O Estado de S.Paulo
A crise inverteu prioridades econômicas do governo, mas falta um plano
O economista britânico John Maynard Keynes não era um dos autores da
preferência do ministro da Economia, Paulo Guedes, quando ele estudou em
Chicago. Ao contrário: no período da sua formação acadêmica, “Chicago”

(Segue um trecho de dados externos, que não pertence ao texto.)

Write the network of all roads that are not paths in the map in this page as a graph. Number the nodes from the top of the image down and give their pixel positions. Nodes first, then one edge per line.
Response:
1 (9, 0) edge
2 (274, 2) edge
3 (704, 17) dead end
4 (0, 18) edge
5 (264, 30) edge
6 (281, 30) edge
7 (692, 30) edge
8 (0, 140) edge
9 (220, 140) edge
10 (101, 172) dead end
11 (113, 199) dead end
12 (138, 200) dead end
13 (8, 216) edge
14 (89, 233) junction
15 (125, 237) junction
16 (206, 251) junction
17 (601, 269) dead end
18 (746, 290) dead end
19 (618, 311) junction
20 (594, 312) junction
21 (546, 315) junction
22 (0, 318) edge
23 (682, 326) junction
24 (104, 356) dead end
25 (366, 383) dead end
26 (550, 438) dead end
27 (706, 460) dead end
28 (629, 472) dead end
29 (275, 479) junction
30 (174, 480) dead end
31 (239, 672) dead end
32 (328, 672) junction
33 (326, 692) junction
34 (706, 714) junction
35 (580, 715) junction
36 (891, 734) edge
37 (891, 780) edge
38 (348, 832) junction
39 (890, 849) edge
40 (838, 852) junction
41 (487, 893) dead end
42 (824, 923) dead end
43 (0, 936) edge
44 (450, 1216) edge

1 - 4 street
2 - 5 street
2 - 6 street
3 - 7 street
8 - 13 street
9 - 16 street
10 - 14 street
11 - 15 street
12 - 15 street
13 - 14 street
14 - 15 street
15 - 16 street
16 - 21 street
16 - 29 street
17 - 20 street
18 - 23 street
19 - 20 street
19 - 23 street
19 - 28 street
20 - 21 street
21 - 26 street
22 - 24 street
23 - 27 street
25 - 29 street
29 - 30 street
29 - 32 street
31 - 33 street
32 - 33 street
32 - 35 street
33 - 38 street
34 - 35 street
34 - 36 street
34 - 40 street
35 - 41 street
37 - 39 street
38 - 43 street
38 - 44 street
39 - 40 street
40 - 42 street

definia o polo oposto doutrinário e intelectual a Keynes, eternizado no
templo de algumas escolas de economia como guardião da intervenção
estatal (isso não é justo com Keynes, mas é assim que acabou ficando no
imaginário).
Guedes parece seguir agora uma das frases pelas quais Keynes é lembrado:
“Se os fatos mudam, eu mudo de opinião”. É exatamente a volta que
Guedes deu nas últimas semanas, surpreendido por uma crise de saúde
pública inédita e que tem como grande consequência o fato de tornar
milhões de brasileiros pobres ainda mais pobres, e milhões de
desempregados ainda mais distantes de conseguir trabalho. Descobrimos 38
milhões de invisíveis, resume Guedes. Ou seja, gente fora de qualquer
mercado formal.
O governo Bolsonaro conquistou coração e mentes de agentes econômicos
prometendo menos Brasília, menos intervenção e um rápido destravamento
da economia via reformas estruturais. Não era bem um plano – era um
conjunto de intenções, que coincidiam em grande medida com aspirações de
vastos segmentos, especialmente empresariais. Assumia-se que renda e
emprego viriam automaticamente com as reformas estruturantes e a
consequente expansão da economia.
Agora é exatamente o contrário. Renda e emprego são o foco declarado das
ações que Guedes pretende que o governo desenvolva da forma mais rápida
e ampla possível. A crise jogou o governo e Guedes num intrincado
dilema: precisa ao mesmo tempo salvar pessoas que caíram para baixo da
linha da miséria, garantir programas emergenciais para empresas que
estão demitindo e falindo, estender a mão para entes da Federação
sufocados pelo buraco das contas públicas (que está aumentando), buscar
não se sabe onde recursos para investir, atrair a iniciativa privada
para minimamente compensar a perda da capacidade de investimento do
Estado.
As razões políticas que levaram o governo e seu principal ministro a
rever radicalmente orientações e ações são óbvias: Bolsonaro está também
trocando de eleitorado, e o “dinheiro do Bolsonaro” (o coronavoucher)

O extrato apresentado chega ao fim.